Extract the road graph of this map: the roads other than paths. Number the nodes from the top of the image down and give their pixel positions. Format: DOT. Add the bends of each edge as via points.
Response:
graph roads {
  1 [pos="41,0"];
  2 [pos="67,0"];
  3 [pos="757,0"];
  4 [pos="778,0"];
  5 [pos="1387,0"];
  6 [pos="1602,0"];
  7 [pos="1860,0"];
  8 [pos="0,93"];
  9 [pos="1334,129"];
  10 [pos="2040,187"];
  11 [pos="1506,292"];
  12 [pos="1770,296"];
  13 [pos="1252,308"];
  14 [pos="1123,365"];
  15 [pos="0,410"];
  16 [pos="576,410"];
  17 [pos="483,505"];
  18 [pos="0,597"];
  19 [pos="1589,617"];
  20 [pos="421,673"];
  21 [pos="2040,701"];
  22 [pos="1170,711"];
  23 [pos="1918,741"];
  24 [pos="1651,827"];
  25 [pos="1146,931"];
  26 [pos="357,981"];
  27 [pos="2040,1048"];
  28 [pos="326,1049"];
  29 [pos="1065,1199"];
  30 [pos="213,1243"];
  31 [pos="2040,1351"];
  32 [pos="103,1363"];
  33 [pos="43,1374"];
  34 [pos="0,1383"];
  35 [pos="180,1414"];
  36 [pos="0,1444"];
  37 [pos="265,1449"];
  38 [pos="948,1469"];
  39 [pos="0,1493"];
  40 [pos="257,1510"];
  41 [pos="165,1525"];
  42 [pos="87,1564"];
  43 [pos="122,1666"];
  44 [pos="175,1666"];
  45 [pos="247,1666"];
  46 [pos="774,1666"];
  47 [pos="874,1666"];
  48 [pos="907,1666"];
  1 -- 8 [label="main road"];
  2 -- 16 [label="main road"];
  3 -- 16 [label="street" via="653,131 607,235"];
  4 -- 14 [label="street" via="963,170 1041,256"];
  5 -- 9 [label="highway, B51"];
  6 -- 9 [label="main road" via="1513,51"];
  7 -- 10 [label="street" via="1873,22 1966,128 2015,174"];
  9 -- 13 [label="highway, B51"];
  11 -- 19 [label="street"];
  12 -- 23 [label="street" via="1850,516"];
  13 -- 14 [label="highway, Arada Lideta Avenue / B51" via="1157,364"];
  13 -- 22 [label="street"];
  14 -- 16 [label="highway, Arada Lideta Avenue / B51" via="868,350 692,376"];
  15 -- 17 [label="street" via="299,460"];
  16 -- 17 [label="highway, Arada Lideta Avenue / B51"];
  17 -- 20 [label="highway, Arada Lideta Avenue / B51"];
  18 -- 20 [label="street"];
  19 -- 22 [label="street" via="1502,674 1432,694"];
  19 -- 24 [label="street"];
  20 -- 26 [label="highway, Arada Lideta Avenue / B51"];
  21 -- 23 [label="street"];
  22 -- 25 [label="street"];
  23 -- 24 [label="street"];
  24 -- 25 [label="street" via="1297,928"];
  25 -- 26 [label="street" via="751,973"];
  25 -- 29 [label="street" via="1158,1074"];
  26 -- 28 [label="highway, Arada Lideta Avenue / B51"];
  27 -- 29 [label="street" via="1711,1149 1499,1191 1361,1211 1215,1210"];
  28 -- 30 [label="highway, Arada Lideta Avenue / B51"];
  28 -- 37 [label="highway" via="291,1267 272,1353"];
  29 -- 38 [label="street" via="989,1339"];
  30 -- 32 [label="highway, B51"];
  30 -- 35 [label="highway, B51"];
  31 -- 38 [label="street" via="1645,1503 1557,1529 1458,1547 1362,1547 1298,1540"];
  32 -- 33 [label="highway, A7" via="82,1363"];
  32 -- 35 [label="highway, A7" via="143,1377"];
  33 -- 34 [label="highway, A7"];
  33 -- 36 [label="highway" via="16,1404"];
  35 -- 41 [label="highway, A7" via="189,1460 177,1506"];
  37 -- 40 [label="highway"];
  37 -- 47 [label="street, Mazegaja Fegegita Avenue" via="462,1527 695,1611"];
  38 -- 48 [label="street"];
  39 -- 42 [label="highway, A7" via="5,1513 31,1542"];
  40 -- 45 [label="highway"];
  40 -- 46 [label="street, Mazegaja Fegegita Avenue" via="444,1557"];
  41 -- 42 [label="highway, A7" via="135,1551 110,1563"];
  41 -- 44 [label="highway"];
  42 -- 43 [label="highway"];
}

***

Problem: What is needed is an exact, complete copy of the entries above.

Result of this task:
Extract the road graph of this map: the roads other than paths. Number the nodes from the top of the image down and give their pixel positions. Format: DOT. Add the bends of each edge as via points.
Response:
graph roads {
  1 [pos="41,0"];
  2 [pos="67,0"];
  3 [pos="757,0"];
  4 [pos="778,0"];
  5 [pos="1387,0"];
  6 [pos="1602,0"];
  7 [pos="1860,0"];
  8 [pos="0,93"];
  9 [pos="1334,129"];
  10 [pos="2040,187"];
  11 [pos="1506,292"];
  12 [pos="1770,296"];
  13 [pos="1252,308"];
  14 [pos="1123,365"];
  15 [pos="0,410"];
  16 [pos="576,410"];
  17 [pos="483,505"];
  18 [pos="0,597"];
  19 [pos="1589,617"];
  20 [pos="421,673"];
  21 [pos="2040,701"];
  22 [pos="1170,711"];
  23 [pos="1918,741"];
  24 [pos="1651,827"];
  25 [pos="1146,931"];
  26 [pos="357,981"];
  27 [pos="2040,1048"];
  28 [pos="326,1049"];
  29 [pos="1065,1199"];
  30 [pos="213,1243"];
  31 [pos="2040,1351"];
  32 [pos="103,1363"];
  33 [pos="43,1374"];
  34 [pos="0,1383"];
  35 [pos="180,1414"];
  36 [pos="0,1444"];
  37 [pos="265,1449"];
  38 [pos="948,1469"];
  39 [pos="0,1493"];
  40 [pos="257,1510"];
  41 [pos="165,1525"];
  42 [pos="87,1564"];
  43 [pos="122,1666"];
  44 [pos="175,1666"];
  45 [pos="247,1666"];
  46 [pos="774,1666"];
  47 [pos="874,1666"];
  48 [pos="907,1666"];
  1 -- 8 [label="main road"];
  2 -- 16 [label="main road"];
  3 -- 16 [label="street" via="653,131 607,235"];
  4 -- 14 [label="street" via="963,170 1041,256"];
  5 -- 9 [label="highway, B51"];
  6 -- 9 [label="main road" via="1513,51"];
  7 -- 10 [label="street" via="1873,22 1966,128 2015,174"];
  9 -- 13 [label="highway, B51"];
  11 -- 19 [label="street"];
  12 -- 23 [label="street" via="1850,516"];
  13 -- 14 [label="highway, Arada Lideta Avenue / B51" via="1157,364"];
  13 -- 22 [label="street"];
  14 -- 16 [label="highway, Arada Lideta Avenue / B51" via="868,350 692,376"];
  15 -- 17 [label="street" via="299,460"];
  16 -- 17 [label="highway, Arada Lideta Avenue / B51"];
  17 -- 20 [label="highway, Arada Lideta Avenue / B51"];
  18 -- 20 [label="street"];
  19 -- 22 [label="street" via="1502,674 1432,694"];
  19 -- 24 [label="street"];
  20 -- 26 [label="highway, Arada Lideta Avenue / B51"];
  21 -- 23 [label="street"];
  22 -- 25 [label="street"];
  23 -- 24 [label="street"];
  24 -- 25 [label="street" via="1297,928"];
  25 -- 26 [label="street" via="751,973"];
  25 -- 29 [label="street" via="1158,1074"];
  26 -- 28 [label="highway, Arada Lideta Avenue / B51"];
  27 -- 29 [label="street" via="1711,1149 1499,1191 1361,1211 1215,1210"];
  28 -- 30 [label="highway, Arada Lideta Avenue / B51"];
  28 -- 37 [label="highway" via="291,1267 272,1353"];
  29 -- 38 [label="street" via="989,1339"];
  30 -- 32 [label="highway, B51"];
  30 -- 35 [label="highway, B51"];
  31 -- 38 [label="street" via="1645,1503 1557,1529 1458,1547 1362,1547 1298,1540"];
  32 -- 33 [label="highway, A7" via="82,1363"];
  32 -- 35 [label="highway, A7" via="143,1377"];
  33 -- 34 [label="highway, A7"];
  33 -- 36 [label="highway" via="16,1404"];
  35 -- 41 [label="highway, A7" via="189,1460 177,1506"];
  37 -- 40 [label="highway"];
  37 -- 47 [label="street, Mazegaja Fegegita Avenue" via="462,1527 695,1611"];
  38 -- 48 [label="street"];
  39 -- 42 [label="highway, A7" via="5,1513 31,1542"];
  40 -- 45 [label="highway"];
  40 -- 46 [label="street, Mazegaja Fegegita Avenue" via="444,1557"];
  41 -- 42 [label="highway, A7" via="135,1551 110,1563"];
  41 -- 44 [label="highway"];
  42 -- 43 [label="highway"];
}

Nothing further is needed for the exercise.